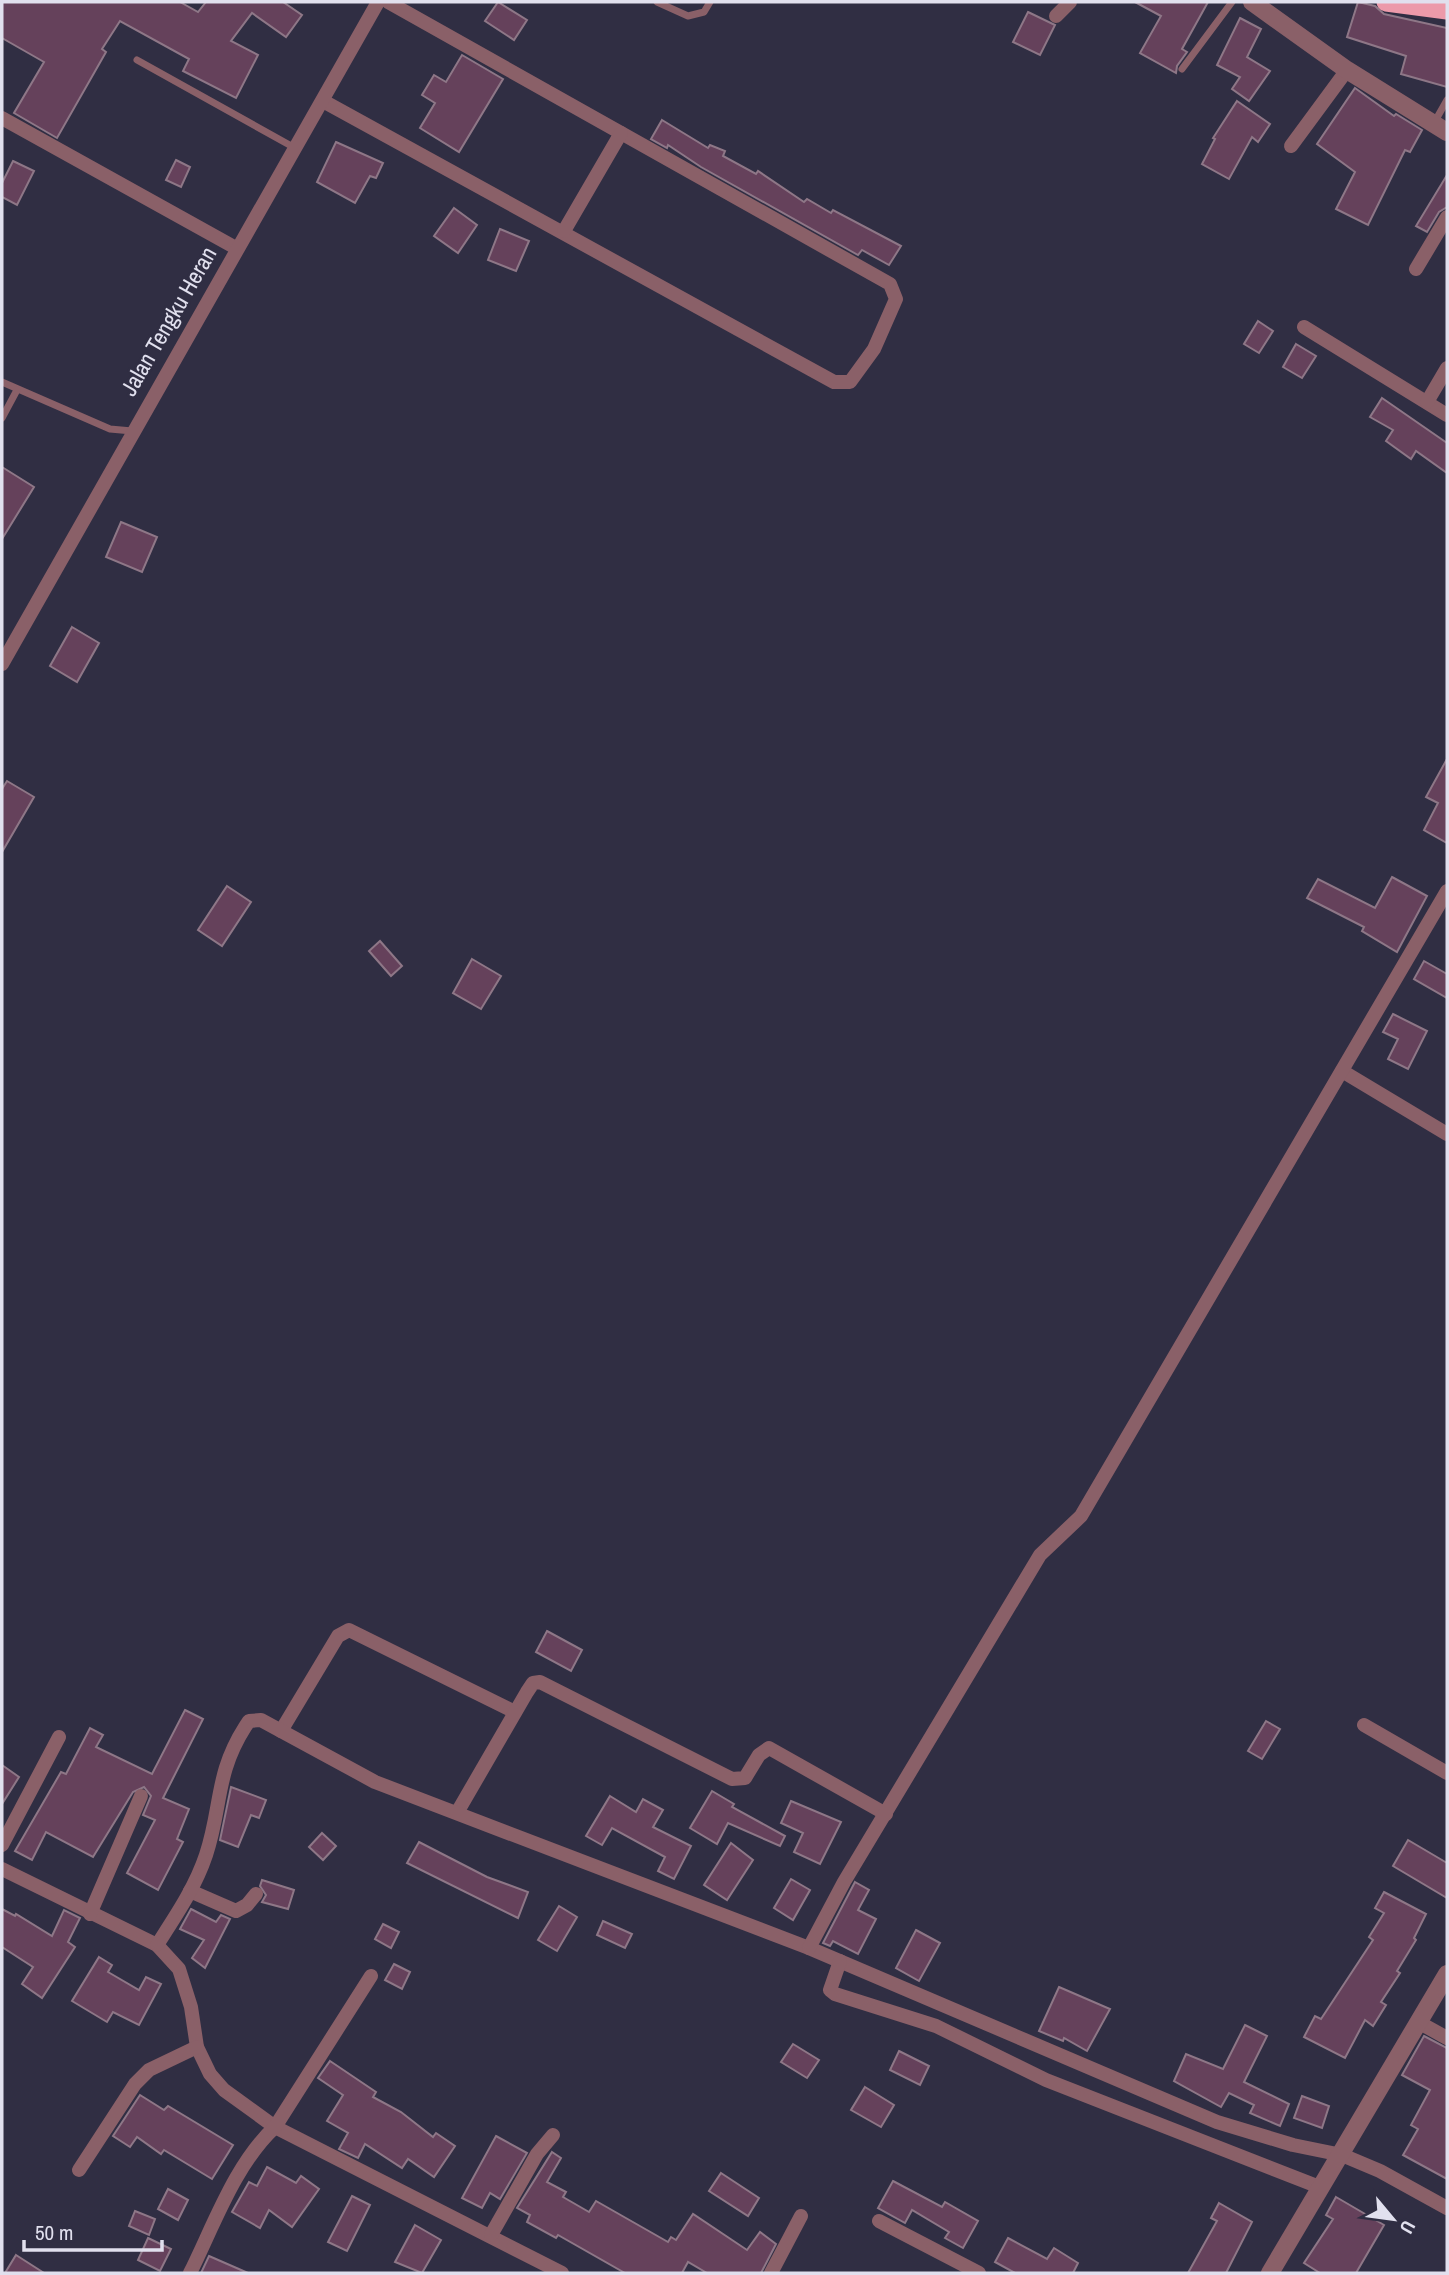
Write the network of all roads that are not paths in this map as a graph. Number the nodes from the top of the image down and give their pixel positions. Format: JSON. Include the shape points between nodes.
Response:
{"nodes":[{"id":1,"x":378,"y":2,"type":"edge"},
{"id":2,"x":388,"y":2,"type":"edge"},
{"id":3,"x":657,"y":2,"type":"edge"},
{"id":4,"x":710,"y":2,"type":"edge"},
{"id":5,"x":1070,"y":2,"type":"edge"},
{"id":6,"x":1232,"y":2,"type":"edge"},
{"id":7,"x":1252,"y":2,"type":"edge"},
{"id":8,"x":1385,"y":2,"type":"edge"},
{"id":9,"x":1447,"y":10,"type":"edge"},
{"id":10,"x":1056,"y":16,"type":"dead end"},
{"id":11,"x":136,"y":60,"type":"dead end"},
{"id":12,"x":1182,"y":69,"type":"dead end"},
{"id":13,"x":1347,"y":70,"type":"junction"},
{"id":14,"x":1447,"y":100,"type":"edge"},
{"id":15,"x":323,"y":101,"type":"junction"},
{"id":16,"x":2,"y":118,"type":"edge"},
{"id":17,"x":1441,"y":128,"type":"edge"},
{"id":18,"x":621,"y":132,"type":"junction"},
{"id":19,"x":1291,"y":146,"type":"dead end"},
{"id":20,"x":295,"y":148,"type":"junction"},
{"id":21,"x":1447,"y":216,"type":"edge"},
{"id":22,"x":564,"y":231,"type":"junction"},
{"id":23,"x":236,"y":248,"type":"junction"},
{"id":24,"x":1416,"y":269,"type":"dead end"},
{"id":25,"x":1304,"y":327,"type":"dead end"},
{"id":26,"x":1447,"y":368,"type":"edge"},
{"id":27,"x":2,"y":382,"type":"edge"},
{"id":28,"x":17,"y":390,"type":"junction"},
{"id":29,"x":1427,"y":402,"type":"junction"},
{"id":30,"x":1447,"y":415,"type":"edge"},
{"id":31,"x":2,"y":418,"type":"edge"},
{"id":32,"x":132,"y":431,"type":"junction"},
{"id":33,"x":2,"y":664,"type":"edge"},
{"id":34,"x":1447,"y":891,"type":"edge"},
{"id":35,"x":1342,"y":1071,"type":"junction"},
{"id":36,"x":1447,"y":1134,"type":"edge"},
{"id":37,"x":515,"y":1712,"type":"junction"},
{"id":38,"x":1364,"y":1726,"type":"dead end"},
{"id":39,"x":281,"y":1731,"type":"junction"},
{"id":40,"x":59,"y":1737,"type":"dead end"},
{"id":41,"x":1447,"y":1773,"type":"edge"},
{"id":42,"x":141,"y":1796,"type":"dead end"},
{"id":43,"x":458,"y":1811,"type":"junction"},
{"id":44,"x":886,"y":1814,"type":"junction"},
{"id":45,"x":2,"y":1845,"type":"edge"},
{"id":46,"x":2,"y":1869,"type":"edge"},
{"id":47,"x":190,"y":1891,"type":"junction"},
{"id":48,"x":256,"y":1894,"type":"dead end"},
{"id":49,"x":90,"y":1914,"type":"junction"},
{"id":50,"x":157,"y":1945,"type":"junction"},
{"id":51,"x":809,"y":1948,"type":"junction"},
{"id":52,"x":836,"y":1969,"type":"junction"},
{"id":53,"x":1447,"y":1974,"type":"edge"},
{"id":54,"x":372,"y":1976,"type":"dead end"},
{"id":55,"x":1418,"y":2022,"type":"junction"},
{"id":56,"x":1447,"y":2038,"type":"edge"},
{"id":57,"x":197,"y":2047,"type":"junction"},
{"id":58,"x":275,"y":2127,"type":"junction"},
{"id":59,"x":553,"y":2134,"type":"dead end"},
{"id":60,"x":1342,"y":2155,"type":"junction"},
{"id":61,"x":79,"y":2170,"type":"dead end"},
{"id":62,"x":1322,"y":2188,"type":"junction"},
{"id":63,"x":1447,"y":2208,"type":"edge"},
{"id":64,"x":801,"y":2216,"type":"dead end"},
{"id":65,"x":879,"y":2221,"type":"dead end"},
{"id":66,"x":491,"y":2235,"type":"junction"},
{"id":67,"x":558,"y":2272,"type":"edge"},
{"id":68,"x":190,"y":2273,"type":"edge"},
{"id":69,"x":771,"y":2273,"type":"edge"},
{"id":70,"x":979,"y":2273,"type":"edge"},
{"id":71,"x":1270,"y":2273,"type":"edge"}],
"edges":[{"from":1,"to":15,"type":"street","name":"Jalan Tengku Heran"},
{"from":2,"to":18,"type":"street"},
{"from":3,"to":4,"type":"lane","via":[[688,16],[704,12]]},
{"from":5,"to":10,"type":"street"},
{"from":6,"to":12,"type":"lane"},
{"from":7,"to":13,"type":"street"},
{"from":8,"to":9,"type":"highway"},
{"from":11,"to":20,"type":"lane"},
{"from":13,"to":17,"type":"street"},
{"from":13,"to":19,"type":"street"},
{"from":14,"to":17,"type":"lane"},
{"from":15,"to":20,"type":"street","name":"Jalan Tengku Heran"},
{"from":15,"to":22,"type":"street"},
{"from":16,"to":23,"type":"street"},
{"from":18,"to":22,"type":"street"},
{"from":18,"to":22,"type":"street","via":[[890,284],[896,299],[874,349],[850,383],[834,382]]},
{"from":20,"to":23,"type":"street","name":"Jalan Tengku Heran"},
{"from":21,"to":24,"type":"street"},
{"from":23,"to":32,"type":"street","name":"Jalan Tengku Heran"},
{"from":25,"to":29,"type":"street"},
{"from":26,"to":29,"type":"street"},
{"from":27,"to":28,"type":"lane"},
{"from":28,"to":31,"type":"lane"},
{"from":28,"to":32,"type":"lane","via":[[110,429]]},
{"from":29,"to":30,"type":"street"},
{"from":32,"to":33,"type":"street","name":"Jalan Tengku Heran"},
{"from":34,"to":35,"type":"street"},
{"from":35,"to":36,"type":"street"},
{"from":35,"to":44,"type":"street","via":[[1081,1516],[1040,1555]]},
{"from":37,"to":39,"type":"street","via":[[349,1630],[338,1636]]},
{"from":37,"to":43,"type":"street"},
{"from":37,"to":44,"type":"street","via":[[533,1683],[540,1682],[732,1779],[745,1778],[769,1748]]},
{"from":38,"to":41,"type":"street"},
{"from":39,"to":43,"type":"street","via":[[375,1782]]},
{"from":39,"to":47,"type":"street","via":[[255,1719],[238,1737],[224,1767],[206,1854]]},
{"from":40,"to":45,"type":"street"},
{"from":42,"to":49,"type":"street"},
{"from":43,"to":51,"type":"street"},
{"from":44,"to":51,"type":"street"},
{"from":46,"to":49,"type":"street"},
{"from":47,"to":48,"type":"street","via":[[236,1911]]},
{"from":47,"to":50,"type":"street"},
{"from":49,"to":50,"type":"street"},
{"from":50,"to":57,"type":"street","via":[[179,1969]]},
{"from":51,"to":52,"type":"street"},
{"from":52,"to":60,"type":"street","via":[[1217,2122]]},
{"from":52,"to":62,"type":"street","via":[[830,1990],[835,1994],[936,2026],[1059,2085]]},
{"from":53,"to":55,"type":"street"},
{"from":54,"to":58,"type":"street"},
{"from":55,"to":56,"type":"street"},
{"from":55,"to":60,"type":"street"},
{"from":57,"to":58,"type":"street","via":[[224,2090]]},
{"from":57,"to":61,"type":"street","via":[[149,2070],[135,2084]]},
{"from":58,"to":66,"type":"street"},
{"from":58,"to":68,"type":"street","via":[[250,2158]]},
{"from":59,"to":66,"type":"street"},
{"from":60,"to":62,"type":"street"},
{"from":60,"to":63,"type":"street"},
{"from":62,"to":71,"type":"street"},
{"from":64,"to":69,"type":"street"},
{"from":65,"to":70,"type":"street"},
{"from":66,"to":67,"type":"street"}]}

____

▶ [EXERCISE] Every line above is to be repeated exactly, but no picture is to appear in the copy.

▶ [RESULT OF THIS EXERCISE]
Write the network of all roads that are not paths in this map as a graph. Number the nodes from the top of the image down and give their pixel positions. Format: JSON. Include the shape points between nodes.
Response:
{"nodes":[{"id":1,"x":378,"y":2,"type":"edge"},
{"id":2,"x":388,"y":2,"type":"edge"},
{"id":3,"x":657,"y":2,"type":"edge"},
{"id":4,"x":710,"y":2,"type":"edge"},
{"id":5,"x":1070,"y":2,"type":"edge"},
{"id":6,"x":1232,"y":2,"type":"edge"},
{"id":7,"x":1252,"y":2,"type":"edge"},
{"id":8,"x":1385,"y":2,"type":"edge"},
{"id":9,"x":1447,"y":10,"type":"edge"},
{"id":10,"x":1056,"y":16,"type":"dead end"},
{"id":11,"x":136,"y":60,"type":"dead end"},
{"id":12,"x":1182,"y":69,"type":"dead end"},
{"id":13,"x":1347,"y":70,"type":"junction"},
{"id":14,"x":1447,"y":100,"type":"edge"},
{"id":15,"x":323,"y":101,"type":"junction"},
{"id":16,"x":2,"y":118,"type":"edge"},
{"id":17,"x":1441,"y":128,"type":"edge"},
{"id":18,"x":621,"y":132,"type":"junction"},
{"id":19,"x":1291,"y":146,"type":"dead end"},
{"id":20,"x":295,"y":148,"type":"junction"},
{"id":21,"x":1447,"y":216,"type":"edge"},
{"id":22,"x":564,"y":231,"type":"junction"},
{"id":23,"x":236,"y":248,"type":"junction"},
{"id":24,"x":1416,"y":269,"type":"dead end"},
{"id":25,"x":1304,"y":327,"type":"dead end"},
{"id":26,"x":1447,"y":368,"type":"edge"},
{"id":27,"x":2,"y":382,"type":"edge"},
{"id":28,"x":17,"y":390,"type":"junction"},
{"id":29,"x":1427,"y":402,"type":"junction"},
{"id":30,"x":1447,"y":415,"type":"edge"},
{"id":31,"x":2,"y":418,"type":"edge"},
{"id":32,"x":132,"y":431,"type":"junction"},
{"id":33,"x":2,"y":664,"type":"edge"},
{"id":34,"x":1447,"y":891,"type":"edge"},
{"id":35,"x":1342,"y":1071,"type":"junction"},
{"id":36,"x":1447,"y":1134,"type":"edge"},
{"id":37,"x":515,"y":1712,"type":"junction"},
{"id":38,"x":1364,"y":1726,"type":"dead end"},
{"id":39,"x":281,"y":1731,"type":"junction"},
{"id":40,"x":59,"y":1737,"type":"dead end"},
{"id":41,"x":1447,"y":1773,"type":"edge"},
{"id":42,"x":141,"y":1796,"type":"dead end"},
{"id":43,"x":458,"y":1811,"type":"junction"},
{"id":44,"x":886,"y":1814,"type":"junction"},
{"id":45,"x":2,"y":1845,"type":"edge"},
{"id":46,"x":2,"y":1869,"type":"edge"},
{"id":47,"x":190,"y":1891,"type":"junction"},
{"id":48,"x":256,"y":1894,"type":"dead end"},
{"id":49,"x":90,"y":1914,"type":"junction"},
{"id":50,"x":157,"y":1945,"type":"junction"},
{"id":51,"x":809,"y":1948,"type":"junction"},
{"id":52,"x":836,"y":1969,"type":"junction"},
{"id":53,"x":1447,"y":1974,"type":"edge"},
{"id":54,"x":372,"y":1976,"type":"dead end"},
{"id":55,"x":1418,"y":2022,"type":"junction"},
{"id":56,"x":1447,"y":2038,"type":"edge"},
{"id":57,"x":197,"y":2047,"type":"junction"},
{"id":58,"x":275,"y":2127,"type":"junction"},
{"id":59,"x":553,"y":2134,"type":"dead end"},
{"id":60,"x":1342,"y":2155,"type":"junction"},
{"id":61,"x":79,"y":2170,"type":"dead end"},
{"id":62,"x":1322,"y":2188,"type":"junction"},
{"id":63,"x":1447,"y":2208,"type":"edge"},
{"id":64,"x":801,"y":2216,"type":"dead end"},
{"id":65,"x":879,"y":2221,"type":"dead end"},
{"id":66,"x":491,"y":2235,"type":"junction"},
{"id":67,"x":558,"y":2272,"type":"edge"},
{"id":68,"x":190,"y":2273,"type":"edge"},
{"id":69,"x":771,"y":2273,"type":"edge"},
{"id":70,"x":979,"y":2273,"type":"edge"},
{"id":71,"x":1270,"y":2273,"type":"edge"}],
"edges":[{"from":1,"to":15,"type":"street","name":"Jalan Tengku Heran"},
{"from":2,"to":18,"type":"street"},
{"from":3,"to":4,"type":"lane","via":[[688,16],[704,12]]},
{"from":5,"to":10,"type":"street"},
{"from":6,"to":12,"type":"lane"},
{"from":7,"to":13,"type":"street"},
{"from":8,"to":9,"type":"highway"},
{"from":11,"to":20,"type":"lane"},
{"from":13,"to":17,"type":"street"},
{"from":13,"to":19,"type":"street"},
{"from":14,"to":17,"type":"lane"},
{"from":15,"to":20,"type":"street","name":"Jalan Tengku Heran"},
{"from":15,"to":22,"type":"street"},
{"from":16,"to":23,"type":"street"},
{"from":18,"to":22,"type":"street"},
{"from":18,"to":22,"type":"street","via":[[890,284],[896,299],[874,349],[850,383],[834,382]]},
{"from":20,"to":23,"type":"street","name":"Jalan Tengku Heran"},
{"from":21,"to":24,"type":"street"},
{"from":23,"to":32,"type":"street","name":"Jalan Tengku Heran"},
{"from":25,"to":29,"type":"street"},
{"from":26,"to":29,"type":"street"},
{"from":27,"to":28,"type":"lane"},
{"from":28,"to":31,"type":"lane"},
{"from":28,"to":32,"type":"lane","via":[[110,429]]},
{"from":29,"to":30,"type":"street"},
{"from":32,"to":33,"type":"street","name":"Jalan Tengku Heran"},
{"from":34,"to":35,"type":"street"},
{"from":35,"to":36,"type":"street"},
{"from":35,"to":44,"type":"street","via":[[1081,1516],[1040,1555]]},
{"from":37,"to":39,"type":"street","via":[[349,1630],[338,1636]]},
{"from":37,"to":43,"type":"street"},
{"from":37,"to":44,"type":"street","via":[[533,1683],[540,1682],[732,1779],[745,1778],[769,1748]]},
{"from":38,"to":41,"type":"street"},
{"from":39,"to":43,"type":"street","via":[[375,1782]]},
{"from":39,"to":47,"type":"street","via":[[255,1719],[238,1737],[224,1767],[206,1854]]},
{"from":40,"to":45,"type":"street"},
{"from":42,"to":49,"type":"street"},
{"from":43,"to":51,"type":"street"},
{"from":44,"to":51,"type":"street"},
{"from":46,"to":49,"type":"street"},
{"from":47,"to":48,"type":"street","via":[[236,1911]]},
{"from":47,"to":50,"type":"street"},
{"from":49,"to":50,"type":"street"},
{"from":50,"to":57,"type":"street","via":[[179,1969]]},
{"from":51,"to":52,"type":"street"},
{"from":52,"to":60,"type":"street","via":[[1217,2122]]},
{"from":52,"to":62,"type":"street","via":[[830,1990],[835,1994],[936,2026],[1059,2085]]},
{"from":53,"to":55,"type":"street"},
{"from":54,"to":58,"type":"street"},
{"from":55,"to":56,"type":"street"},
{"from":55,"to":60,"type":"street"},
{"from":57,"to":58,"type":"street","via":[[224,2090]]},
{"from":57,"to":61,"type":"street","via":[[149,2070],[135,2084]]},
{"from":58,"to":66,"type":"street"},
{"from":58,"to":68,"type":"street","via":[[250,2158]]},
{"from":59,"to":66,"type":"street"},
{"from":60,"to":62,"type":"street"},
{"from":60,"to":63,"type":"street"},
{"from":62,"to":71,"type":"street"},
{"from":64,"to":69,"type":"street"},
{"from":65,"to":70,"type":"street"},
{"from":66,"to":67,"type":"street"}]}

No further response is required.